美人の女神はたいそうご不満な様子だった。
「私はそんな顔をしていない」「私はそんな体形ではない」ずっとその像をけなし続ける。
正直うるさい。黙って聞いていたが、堪忍袋の緒が切れた。
「あのね、一度はこれで良いとOKしたんだよね?私と知人は、あなたの事が見えているからあなたがどれだけ美しいかは嫌という程分かっている。だからもうブツブツ言わないで諦めて入れよ!!!!!!!」
でも顔が、でも体形が、と引き下がらないその女神と私は、「うるさい」「妥協しろ」「諦めろ」と知人宅まで言い合いを続けた。
言い合いで疲れ果てた私は、「もうお役目終了したし、なんだかすんごい疲れたからもう帰るわ・・・」と告げ、とっとと帰る事にした。
土地の神の意地
すると翌朝、その知人から「女神像がお姿を変えられた」と連絡が入った。
その知人が、「入れ物」を入手しましたので、と依頼主に連絡をし、持って行こうと木箱を開けたところ、うりざね顔が少々シュッとしていて、ずんぐりしていたウエストはS字のしなりが出来てセクシーな体形になっていたらしい。
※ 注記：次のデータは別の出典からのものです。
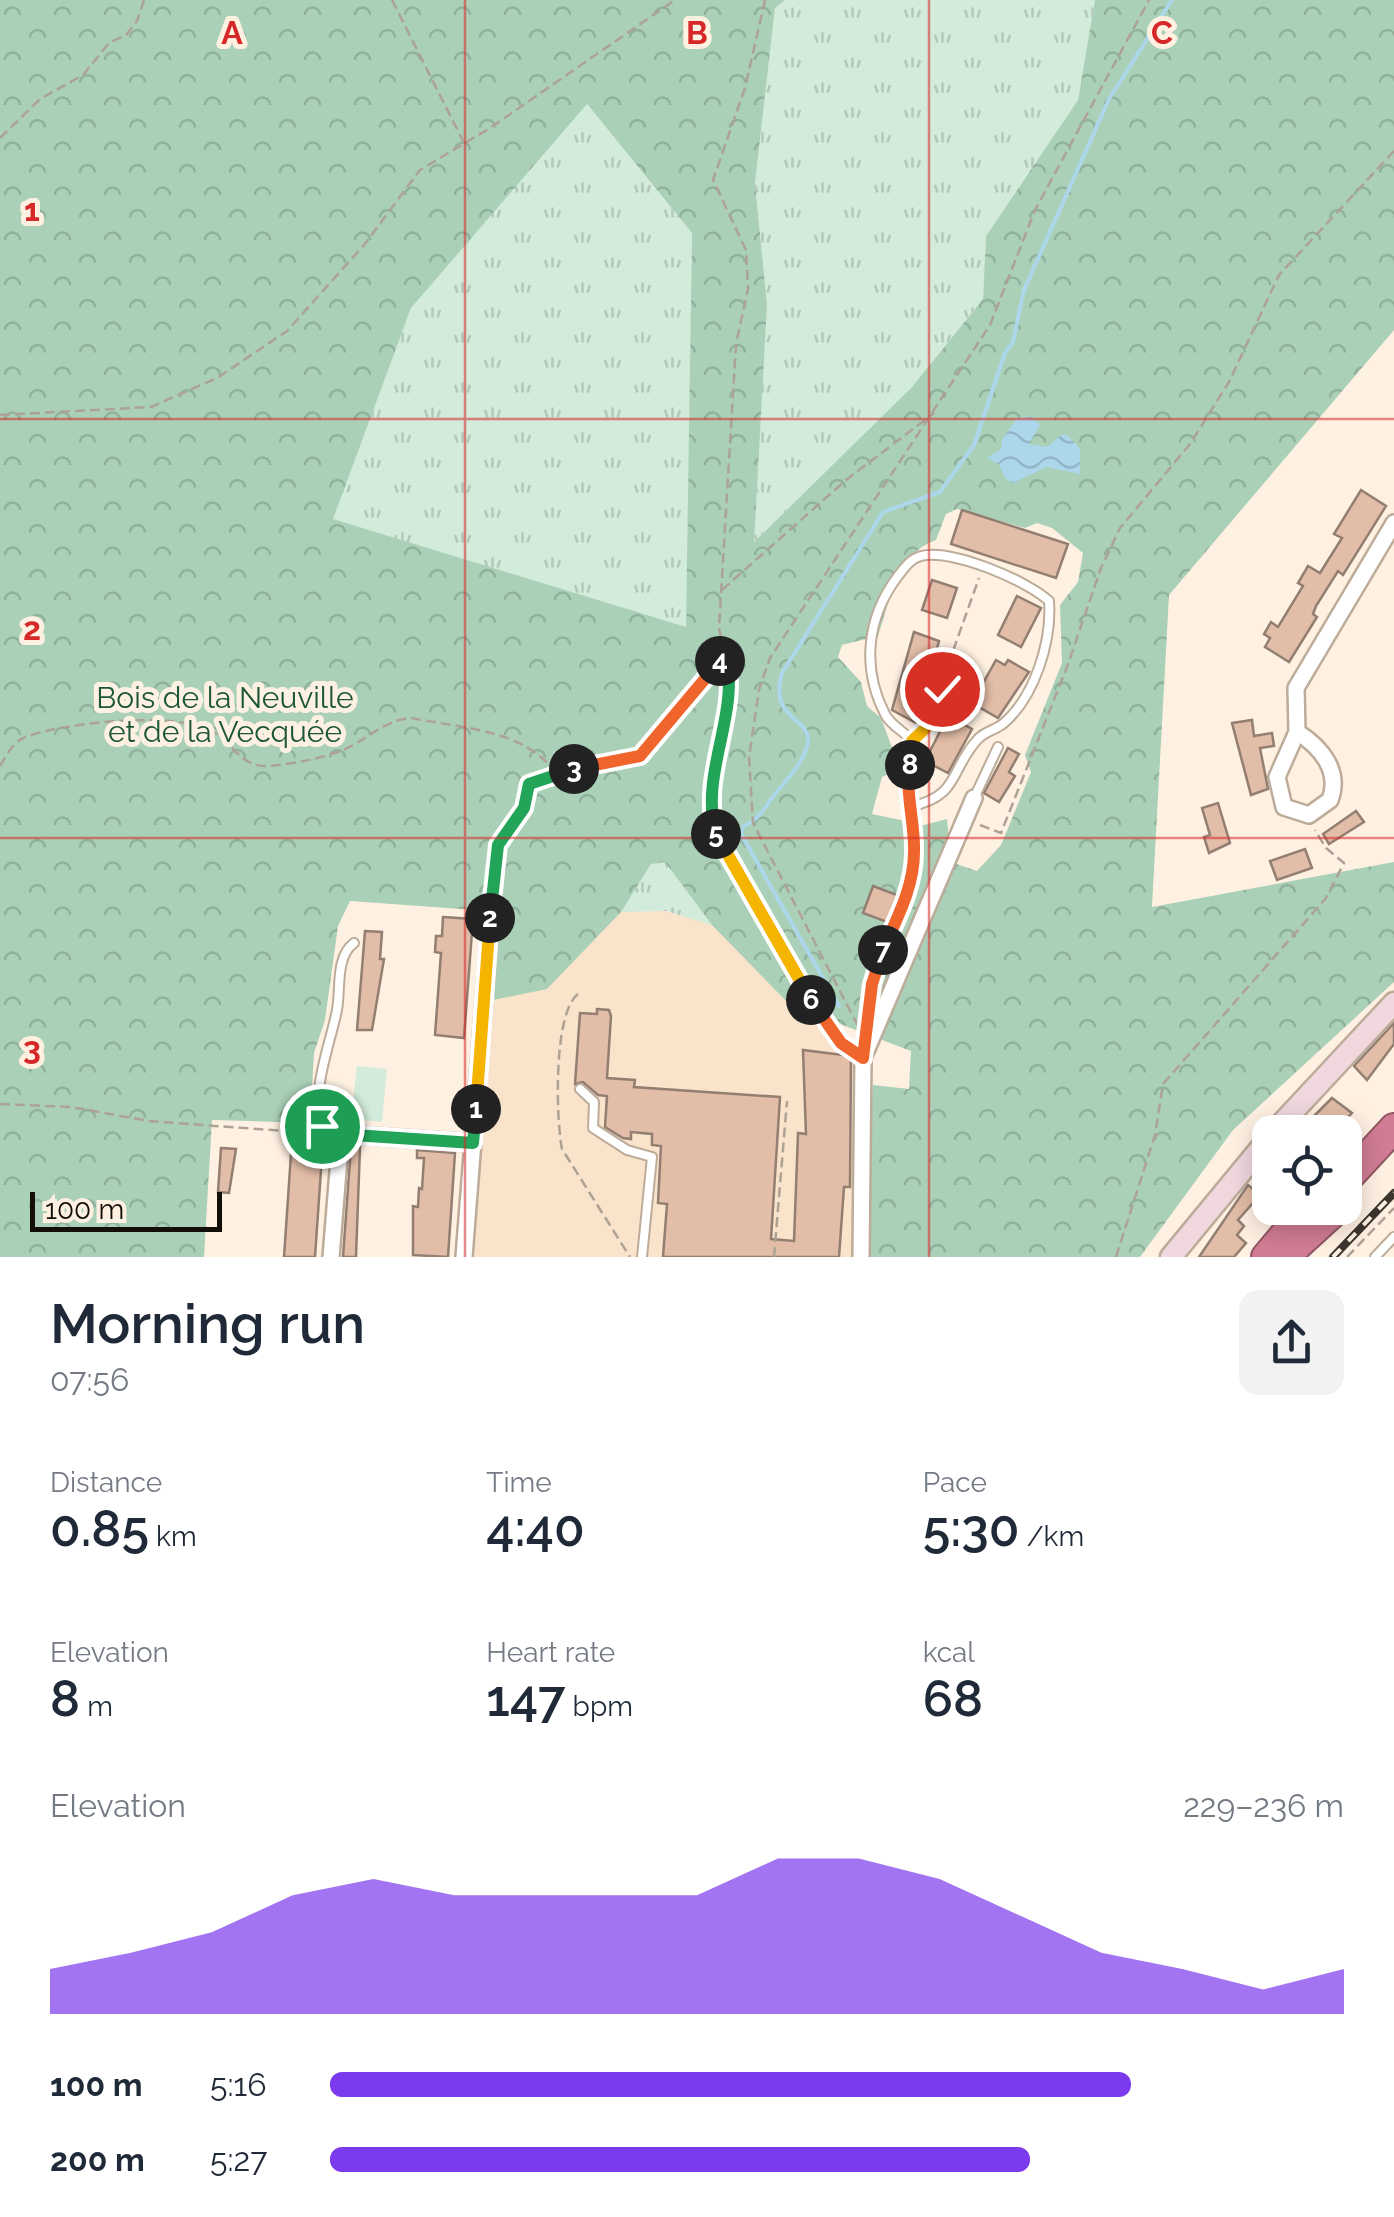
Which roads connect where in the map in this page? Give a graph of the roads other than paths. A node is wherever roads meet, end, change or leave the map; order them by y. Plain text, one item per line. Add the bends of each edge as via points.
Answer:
1 (1394, 523) edge
2 (1297, 732) junction
3 (998, 747) dead end
4 (974, 798) joint
5 (909, 806) junction
6 (490, 910) road end
7 (354, 943) dead end
8 (1394, 1003) edge
9 (864, 1055) junction
10 (580, 1089) dead end
11 (1394, 1109) edge
12 (1290, 1115) edge
13 (1394, 1128) edge
14 (332, 1134) junction
15 (473, 1143) junction
16 (1362, 1144) edge
17 (1394, 1155) edge
18 (1252, 1159) edge
19 (1362, 1163) edge
20 (1362, 1185) edge
21 (1297, 1225) edge
22 (1307, 1225) edge
23 (1317, 1225) edge
24 (1394, 1238) edge
25 (1280, 1255) edge
26 (331, 1257) edge
27 (464, 1257) edge
28 (642, 1257) edge
29 (861, 1257) edge
30 (1171, 1257) edge
31 (1375, 1257) edge

1 - 2 street via 1303,671 1293,706
2 - 2 street via 1278,777 1284,807 1309,815 1325,807 1334,782 1322,753
3 - 4 lane
4 - 9 street
5 - 5 lane via 948,790 975,742 1022,702 1051,622 1049,602 1036,588 924,555 908,562 872,626 869,664 884,713 912,741
5 - 9 lane via 914,867 872,984
6 - 15 street
7 - 14 lane via 344,956 323,1055 319,1116
8 - 12 main road
9 - 29 street
10 - 28 lane via 594,1102 593,1128 652,1157
11 - 16 highway
13 - 19 highway
14 - 15 street
14 - 26 street
15 - 27 street
17 - 20 highway
18 - 30 main road
21 - 25 highway
22 - 25 highway
23 - 25 highway
24 - 31 lane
「余程気に入らなかったから、自分で女神像の姿を変えたんだろうよ」
私は先日のバトルを思い出してウンザリした表情で答えた。
「それだけのお力がある女神だ。土地神としても相当力があるだろうよ」
後日、祠もお店も完成し、その女神にも「入れ物」に入って頂く段取りも完了し、無事お店がオープンしたと聞いた。
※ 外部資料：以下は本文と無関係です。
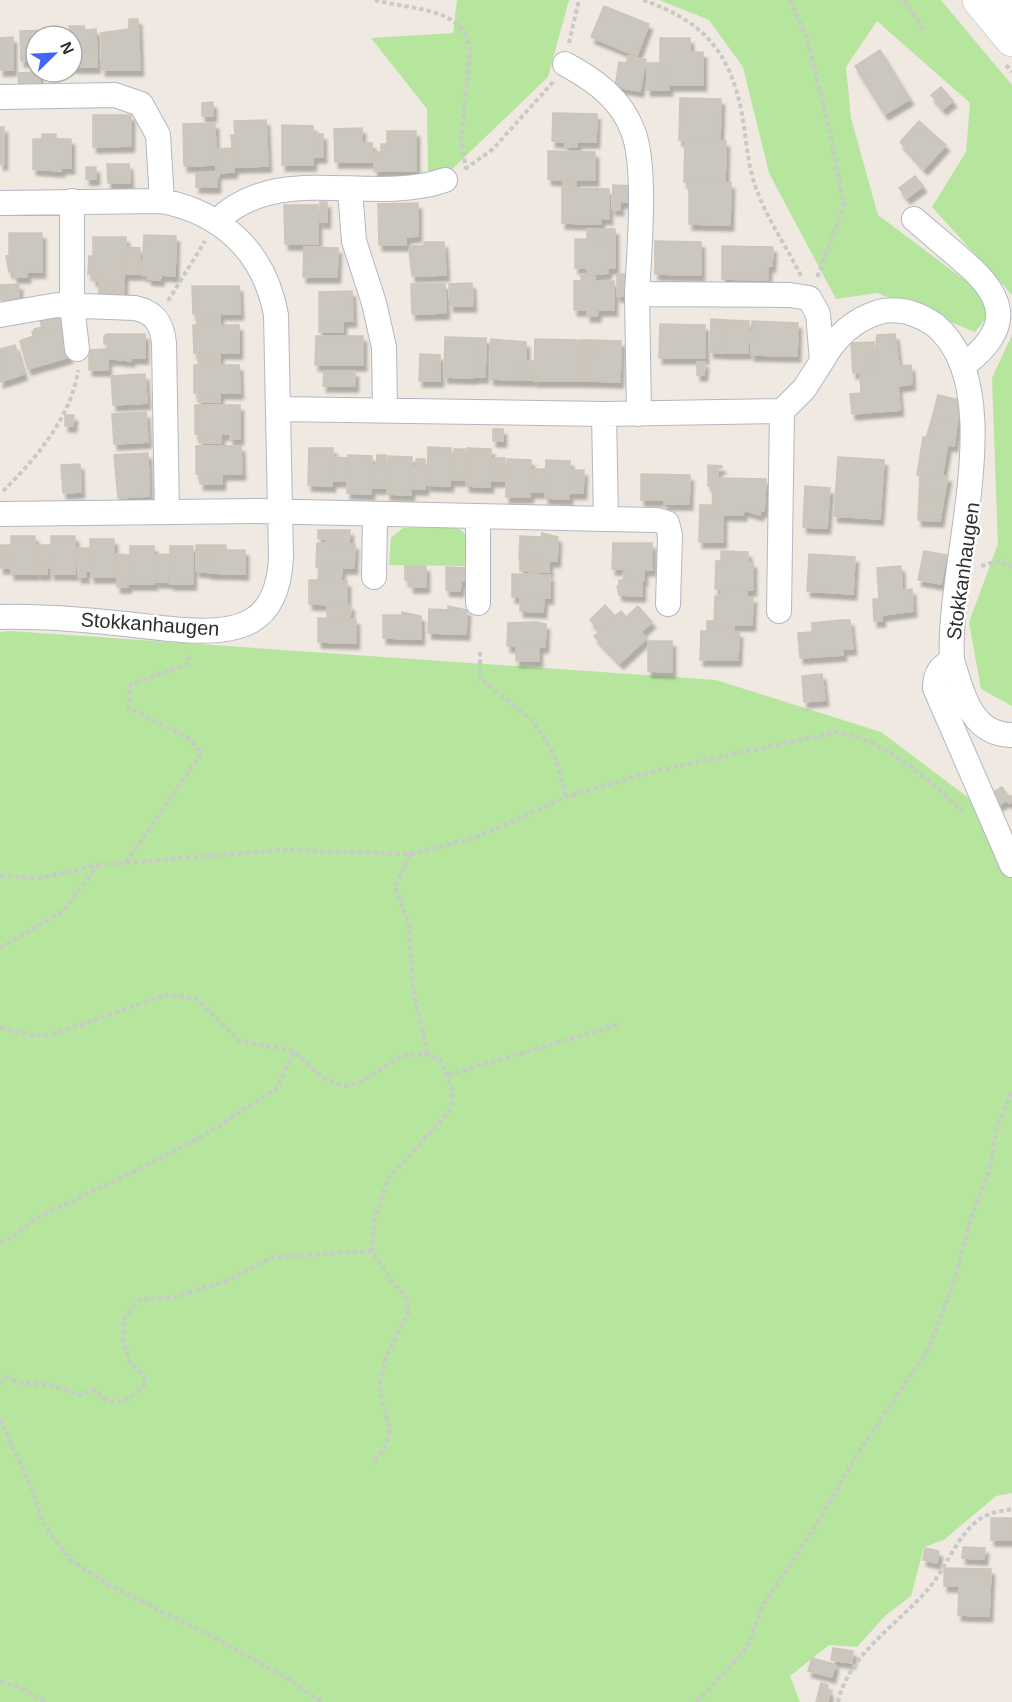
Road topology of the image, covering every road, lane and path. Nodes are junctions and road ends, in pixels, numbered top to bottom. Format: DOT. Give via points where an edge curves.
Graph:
graph roads {
  1 [pos="375,0"];
  2 [pos="579,0"];
  3 [pos="644,0"];
  4 [pos="790,0"];
  5 [pos="904,0"];
  6 [pos="978,0"];
  7 [pos="924,31"];
  8 [pos="1012,40"];
  9 [pos="566,64"];
  10 [pos="0,97"];
  11 [pos="466,169"];
  12 [pos="445,180"];
  13 [pos="350,190"];
  14 [pos="72,201"];
  15 [pos="162,201"];
  16 [pos="0,203"];
  17 [pos="914,219"];
  18 [pos="217,221"];
  19 [pos="637,294"];
  20 [pos="809,298"];
  21 [pos="72,305"];
  22 [pos="0,315"];
  23 [pos="157,320"];
  24 [pos="76,349"];
  25 [pos="822,361"];
  26 [pos="968,362"];
  27 [pos="278,409"];
  28 [pos="385,410"];
  29 [pos="782,411"];
  30 [pos="604,414"];
  31 [pos="639,414"];
  32 [pos="0,494"];
  33 [pos="167,512"];
  34 [pos="280,512"];
  35 [pos="0,514"];
  36 [pos="375,515"];
  37 [pos="478,518"];
  38 [pos="606,519"];
  39 [pos="962,561"];
  40 [pos="1012,567"];
  41 [pos="374,577"];
  42 [pos="478,603"];
  43 [pos="668,604"];
  44 [pos="779,611"];
  45 [pos="0,617"];
  46 [pos="189,629"];
  47 [pos="480,652"];
  48 [pos="952,660"];
  49 [pos="1012,735"];
  50 [pos="566,797"];
  51 [pos="972,819"];
  52 [pos="410,854"];
  53 [pos="126,862"];
  54 [pos="98,865"];
  55 [pos="1012,865"];
  56 [pos="0,876"];
  57 [pos="0,948"];
  58 [pos="621,1024"];
  59 [pos="0,1027"];
  60 [pos="294,1051"];
  61 [pos="427,1054"];
  62 [pos="448,1075"];
  63 [pos="1012,1091"];
  64 [pos="0,1243"];
  65 [pos="372,1251"];
  66 [pos="0,1383"];
  67 [pos="0,1419"];
  68 [pos="372,1464"];
  69 [pos="1012,1509"];
  70 [pos="0,1682"];
  71 [pos="46,1702"];
  72 [pos="321,1702"];
  73 [pos="697,1702"];
  74 [pos="838,1702"];
  1 -- 11 [label="path" via="446,15 469,39 462,139"];
  2 -- 9 [label="path"];
  3 -- 20 [label="path" via="697,26 723,56 736,90 754,182 776,232 805,282"];
  4 -- 20 [label="path" via="808,42 844,206"];
  5 -- 7 [label="path"];
  6 -- 8 [label="main road"];
  9 -- 11 [label="path" via="493,149"];
  9 -- 19 [label="street" via="604,89 634,132 639,174"];
  10 -- 15 [label="street" via="115,95 141,104 158,135"];
  11 -- 12 [label="path"];
  12 -- 13 [label="street" via="413,189"];
  13 -- 18 [label="street" via="272,190 245,200"];
  13 -- 28 [label="street" via="354,241 384,347"];
  14 -- 15 [label="street, Stokkanhaugen"];
  14 -- 16 [label="street, Stokkanhaugen"];
  14 -- 21 [label="street"];
  15 -- 18 [label="street, Stokkanhaugen" via="188,206"];
  17 -- 26 [label="street" via="986,280 1003,303 1005,314 999,336 991,347"];
  18 -- 23 [label="path"];
  18 -- 27 [label="street, Stokkanhaugen" via="251,252 273,295"];
  19 -- 20 [label="street"];
  19 -- 31 [label="street"];
  20 -- 25 [label="street" via="818,314"];
  21 -- 22 [label="street"];
  21 -- 23 [label="street" via="135,308"];
  21 -- 24 [label="street"];
  23 -- 33 [label="street" via="164,343"];
  24 -- 32 [label="path" via="78,366 72,396 43,447"];
  25 -- 26 [label="street, Stokkanhaugen" via="848,327 874,314 896,310 921,317 940,329 958,345"];
  25 -- 29 [label="street, Stokkanhaugen" via="804,389"];
  26 -- 39 [label="street, Stokkanhaugen" via="978,402 980,449"];
  27 -- 28 [label="street"];
  27 -- 34 [label="street, Stokkanhaugen"];
  28 -- 30 [label="street"];
  29 -- 31 [label="street"];
  29 -- 44 [label="street"];
  30 -- 31 [label="street"];
  30 -- 38 [label="street"];
  33 -- 34 [label="street"];
  33 -- 35 [label="street"];
  34 -- 36 [label="street"];
  34 -- 46 [label="street, Stokkanhaugen" via="280,574 277,590 262,613 223,631"];
  36 -- 37 [label="street"];
  36 -- 41 [label="street"];
  37 -- 38 [label="street"];
  37 -- 42 [label="street"];
  38 -- 43 [label="street" via="667,523"];
  39 -- 40 [label="path" via="983,566 999,561"];
  39 -- 48 [label="street, Stokkanhaugen" via="951,627"];
  45 -- 46 [label="street, Stokkanhaugen"];
  46 -- 53 [label="path" via="188,663 131,684 128,707 189,739 201,754"];
  47 -- 50 [label="path" via="480,678 534,722 555,756"];
  48 -- 49 [label="street" via="980,725 990,733"];
  48 -- 55 [label="street, Stokkanhaugen" via="935,677 937,700"];
  50 -- 51 [label="path" via="651,772 837,732 855,735 881,748 924,777"];
  50 -- 52 [label="path" via="477,837"];
  52 -- 53 [label="path" via="282,850"];
  52 -- 61 [label="path" via="394,886 409,925 413,987"];
  53 -- 54 [label="path"];
  54 -- 56 [label="path" via="40,878"];
  54 -- 57 [label="path" via="63,910"];
  58 -- 62 [label="path"];
  59 -- 60 [label="path" via="28,1035 51,1035 166,995 196,998 240,1041"];
  60 -- 61 [label="path" via="324,1079 344,1086 361,1082 402,1056"];
  60 -- 64 [label="path" via="277,1088 206,1134 34,1219"];
  61 -- 62 [label="path" via="441,1060"];
  62 -- 65 [label="path" via="453,1093 450,1111 388,1179 374,1221"];
  63 -- 73 [label="path" via="997,1128 989,1172 972,1215 954,1282 929,1348 763,1605 747,1648"];
  65 -- 66 [label="path" via="273,1257 226,1281 171,1298 140,1299 124,1319 124,1349 146,1381 142,1389 117,1402 109,1402 94,1390 79,1395 58,1386 22,1383 6,1377"];
  65 -- 68 [label="path" via="395,1286 405,1294 408,1313 387,1355 379,1388 390,1430 385,1448"];
  67 -- 72 [label="path" via="32,1489 43,1524 70,1560 109,1585 290,1680"];
  69 -- 74 [label="path" via="978,1521 964,1536 929,1588 880,1634 842,1687"];
  70 -- 71 [label="path" via="20,1687"];
}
それから10年は経っているが、そのお店はオープン時から変わらずずっと繁盛店で、お店のオーナーだけではなくバイトの子達もみんな、変わらずその女神のいる祠をとても大切に扱っていた。
それどころか、地元の人たちに「商売繁盛の神」として話が広がったようで、買い物の際に手を合わせて帰る人が見受けられるような場所となっていた。
先日、久々にその場所を通ったのでそこへ寄ってみた。
「どうだ、なんやかんや言いながらこの”入れ物”も悪くなかっただろう」
「そうだね、誰も見向きもしなかったのに比べたら、悪くはないね」
「ただ、やっぱり私はもっと美しいわよ」
相変わらず気が強い土地の女神。
「まあ、確かにそうだな。ああそうだ、また会うまで変わらず、そのままの勝気な性格でいてくれ。また寄るからさ」
私は手を合わせながらニヤリとその女神に向けて笑いかけてから、本来の目的地へ向かうべく車を出した。